Inoltre, la Suprema Corte ha rammentato la consolidata giurisprudenza secondo la quale l’esimente del diritto di critica, sebbene correlata al fondamentale esercizio della libera manifestazione del pensiero, postula una forma espositiva corretta, strettamente funzionale alla finalità di disapprovazione e non trasmodante nella gratuita ed immotivata aggressione dell’altrui reputazione. Dunque, il rispetto del canone della continenza esige che le modalità espressive dispiegate siano proporzionate e funzionali alla comunicazione dell’informazione, e non si traducano, pertanto, in espressioni che, in quanto gravemente infamanti e inutilmente umilianti, trasmodino in una mera aggressione verbale del soggetto criticato.
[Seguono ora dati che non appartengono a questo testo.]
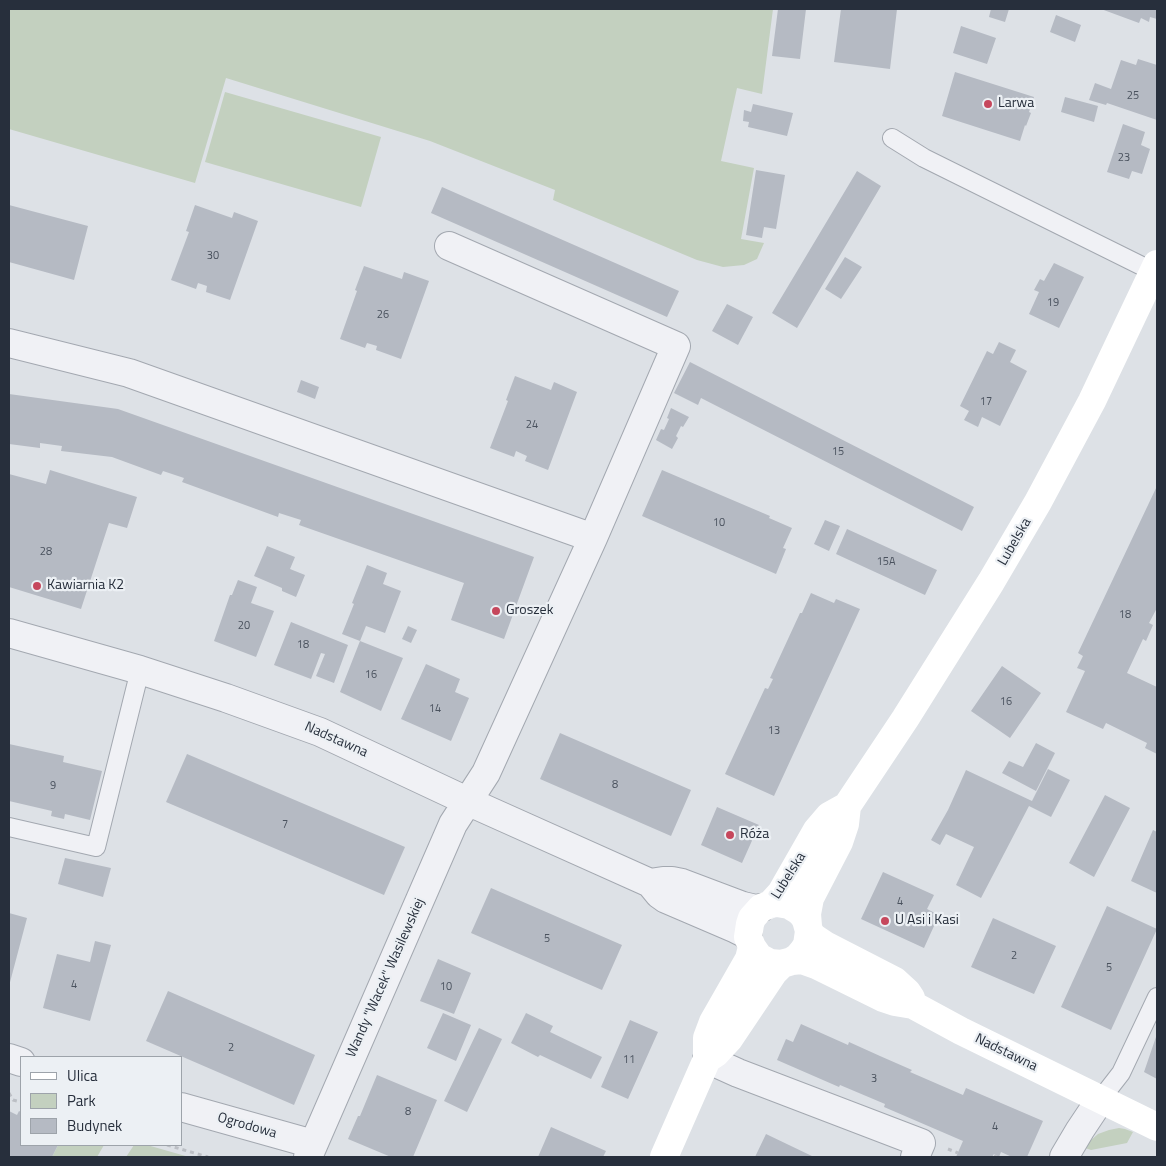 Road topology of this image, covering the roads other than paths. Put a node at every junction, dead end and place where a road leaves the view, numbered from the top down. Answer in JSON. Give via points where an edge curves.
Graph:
{"nodes":[{"id":1,"x":892,"y":138,"type":"dead end"},
{"id":2,"x":449,"y":246,"type":"dead end"},
{"id":3,"x":1156,"y":270,"type":"edge"},
{"id":4,"x":9,"y":343,"type":"edge"},
{"id":5,"x":593,"y":538,"type":"junction"},
{"id":6,"x":9,"y":633,"type":"edge"},
{"id":7,"x":140,"y":670,"type":"junction"},
{"id":8,"x":467,"y":801,"type":"junction"},
{"id":9,"x":847,"y":806,"type":"junction"},
{"id":10,"x":9,"y":826,"type":"edge"},
{"id":11,"x":650,"y":883,"type":"junction"},
{"id":12,"x":766,"y":906,"type":"junction"},
{"id":13,"x":808,"y":929,"type":"junction"},
{"id":14,"x":750,"y":942,"type":"junction"},
{"id":15,"x":787,"y":962,"type":"junction"},
{"id":16,"x":1157,"y":997,"type":"edge"},
{"id":17,"x":913,"y":1005,"type":"junction"},
{"id":18,"x":707,"y":1059,"type":"junction"},
{"id":19,"x":1100,"y":1100,"type":"junction"},
{"id":20,"x":182,"y":1107,"type":"edge"},
{"id":21,"x":1157,"y":1127,"type":"edge"},
{"id":22,"x":311,"y":1151,"type":"edge"},
{"id":23,"x":664,"y":1157,"type":"edge"},
{"id":24,"x":915,"y":1157,"type":"edge"},
{"id":25,"x":1064,"y":1157,"type":"edge"}],
"edges":[{"from":1,"to":3,"type":"lane","via":[[924,158]]},
{"from":2,"to":5,"type":"street","name":"Wandy \"Wacek\" Wasilewskiej","via":[[676,346]]},
{"from":3,"to":9,"type":"street","name":"Lubelska","via":[[1092,401],[1017,539]]},
{"from":4,"to":5,"type":"street","via":[[130,373]]},
{"from":5,"to":8,"type":"street","name":"Wandy \"Wacek\" Wasilewskiej","via":[[486,772]]},
{"from":6,"to":7,"type":"street","name":"Nadstawna"},
{"from":7,"to":8,"type":"street","name":"Nadstawna","via":[[320,732]]},
{"from":7,"to":10,"type":"lane","via":[[96,847]]},
{"from":8,"to":11,"type":"street","name":"Nadstawna"},
{"from":8,"to":22,"type":"street","name":"Wandy \"Wacek\" Wasilewskiej","via":[[453,824]]},
{"from":9,"to":12,"type":"street","name":"Lubelska","via":[[830,816],[817,830],[781,893]]},
{"from":9,"to":13,"type":"street","name":"Lubelska","via":[[838,842],[810,898]]},
{"from":11,"to":12,"type":"street","name":"Nadstawna","via":[[672,881],[743,906],[756,909]]},
{"from":11,"to":14,"type":"street","name":"Nadstawna","via":[[666,899],[746,934]]},
{"from":12,"to":13,"type":"street","via":[[783,903],[794,908],[803,915]]},
{"from":12,"to":14,"type":"street","via":[[752,918]]},
{"from":13,"to":15,"type":"street","via":[[807,945],[798,957]]},
{"from":13,"to":17,"type":"street","name":"Nadstawna","via":[[817,940],[895,981],[907,992]]},
{"from":14,"to":15,"type":"street","via":[[764,960]]},
{"from":14,"to":18,"type":"street","via":[[749,959],[710,1029]]},
{"from":15,"to":17,"type":"street","name":"Nadstawna","via":[[802,960],[884,998]]},
{"from":15,"to":18,"type":"street","via":[[774,972],[729,1039]]},
{"from":16,"to":19,"type":"lane","via":[[1121,1073]]},
{"from":17,"to":19,"type":"street","name":"Nadstawna"},
{"from":18,"to":23,"type":"street"},
{"from":18,"to":24,"type":"street","via":[[921,1142]]},
{"from":19,"to":21,"type":"street","name":"Nadstawna"},
{"from":19,"to":25,"type":"street"},
{"from":20,"to":22,"type":"street","name":"Ogrodowa"}]}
Dunque, il requisito della continenza, quale elemento costitutivo della causa di giustificazione del diritto di critica, attiene alla forma comunicativa ovvero alle modalità espressive utilizzate e non al contenuto comunicato.
Infine, la Corte ha affermato che la causa di non punibilità di cui all’art. 599, comma 2, c.p. sussiste non solo quando il fatto ingiusto altrui integri gli estremi di un illecito codificato, ma anche quando questo leda le regole di civile convivenza in modo apprezzabile alla stregua di un giudizio oggettivo. Ha infatti evidenziato il Collegio che, è vero che la provocazione opera quale esimente della condotta diffamatoria solo se si realizza “subito dopo” il fatto ingiusto quale reazione rispetto a questo; sicché, pur nella elasticità con cui dev’essere interpretata in relazione a ciascuna fattispecie, non può trascurarsi il nesso eziologico tra fatto ingiusto e stato d’ira, dovendo sussistere, tra l’insorgere della reazione ed il fatto ingiusto altrui, un’effettiva contiguità temporale. Tuttavia, la contiguità temporale tra il fatto ingiusto e il conseguente stato d’ira può operare anche ove determinati accadimenti di carattere oggettivo rinnovino all’autore della condotta il sentimento di rabbia correlato al fatto ingiusto avvenuto precedentemente.
Alla luce di tali considerazioni, la Corte ha annullato senza rinvio la sentenza impugnata, in quanto l’imputata non è stata ritenuta punibile ai sensi dell’art.599 c.p.